Memorie, ricordi e citazioni che i più avanti negli
anni siamo tenuti a fare e non solo per consolarci
delle brutture di questa circostanza, ma solo per indurre
a guardare al futuro non sull’ala dell’intransigenza
e della superbia -sempre cattivi compagni- ma
con uno sforzo per ricercare la capacità di accettare
gli errori e le responsabilità che questi risultati ci
mettono di fronte. Responsabilità. Ci vuole coraggio
per il “mea culpa”, si sa. Ma come dimenticare che
il Presidente della Repubblica s’è stancato di chiedere
la riforma della legge elettorale, giorno per
giorno? L’ha suggerito e reclamato, fino all’ultimo
momento utile. “Le riforme da fare” è una frase-ritornello
che ha stancato le nostre orecchie per anni,
per decenni. Come non detto, non se n’è fatto niente.

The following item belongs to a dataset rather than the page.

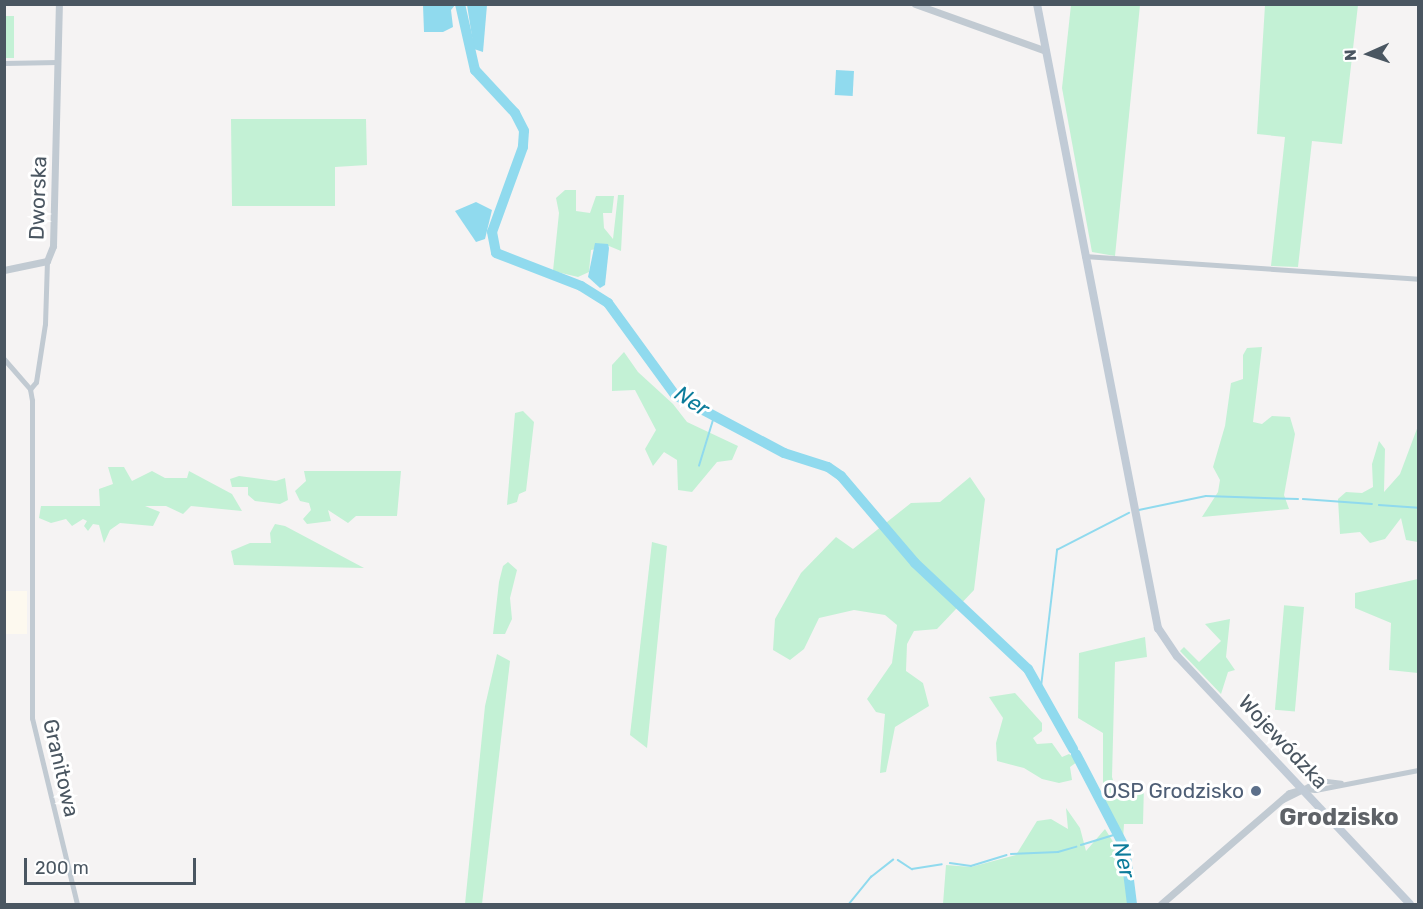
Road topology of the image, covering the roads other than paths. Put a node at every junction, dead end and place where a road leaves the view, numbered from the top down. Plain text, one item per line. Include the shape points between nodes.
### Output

L’impudicizia pubblica di certi personaggi, gli
abusi, le ruberie, l’eccesso di privilegi, gli scandali
non dovevano sommare fatalmente il malcontento e
la rabbia destinati ad esplodere in qualunque modo
canalizzati? Ci voleva tanto a capirlo e a tentare di
porvi rimedio? E niente.
Non ci si può affacciare alla TV e parlare quotidianamente
di democrazia, di benessere e di solidarietà
e vivere e operare come ai tempi del feudo e dei
vassalli, coperti di impunità e di privilegi. La gente
prende nota, specialmente quando naviga in contesti
gravosi.
E dunque ora?
Ora siamo esposti a dure prove. Ora è augurabile
che coloro cui compete sappiano recitare il Confiteor
sull’Altare della Patria, davanti al Paese e siano
capaci non solo di pentirsi e chiedere perdono, ma
anche di impegnarsi, in nome della Nazione, per i
cambiamenti radicali -le riforme- che si devono fare.
Altro che andarsene tutti a casa. Sono stati eletti
per operare. E dimostrare che son capaci d’un colpo
di reni come non si vede da troppo tempo e come
queste circostanze a viva voce reclamano.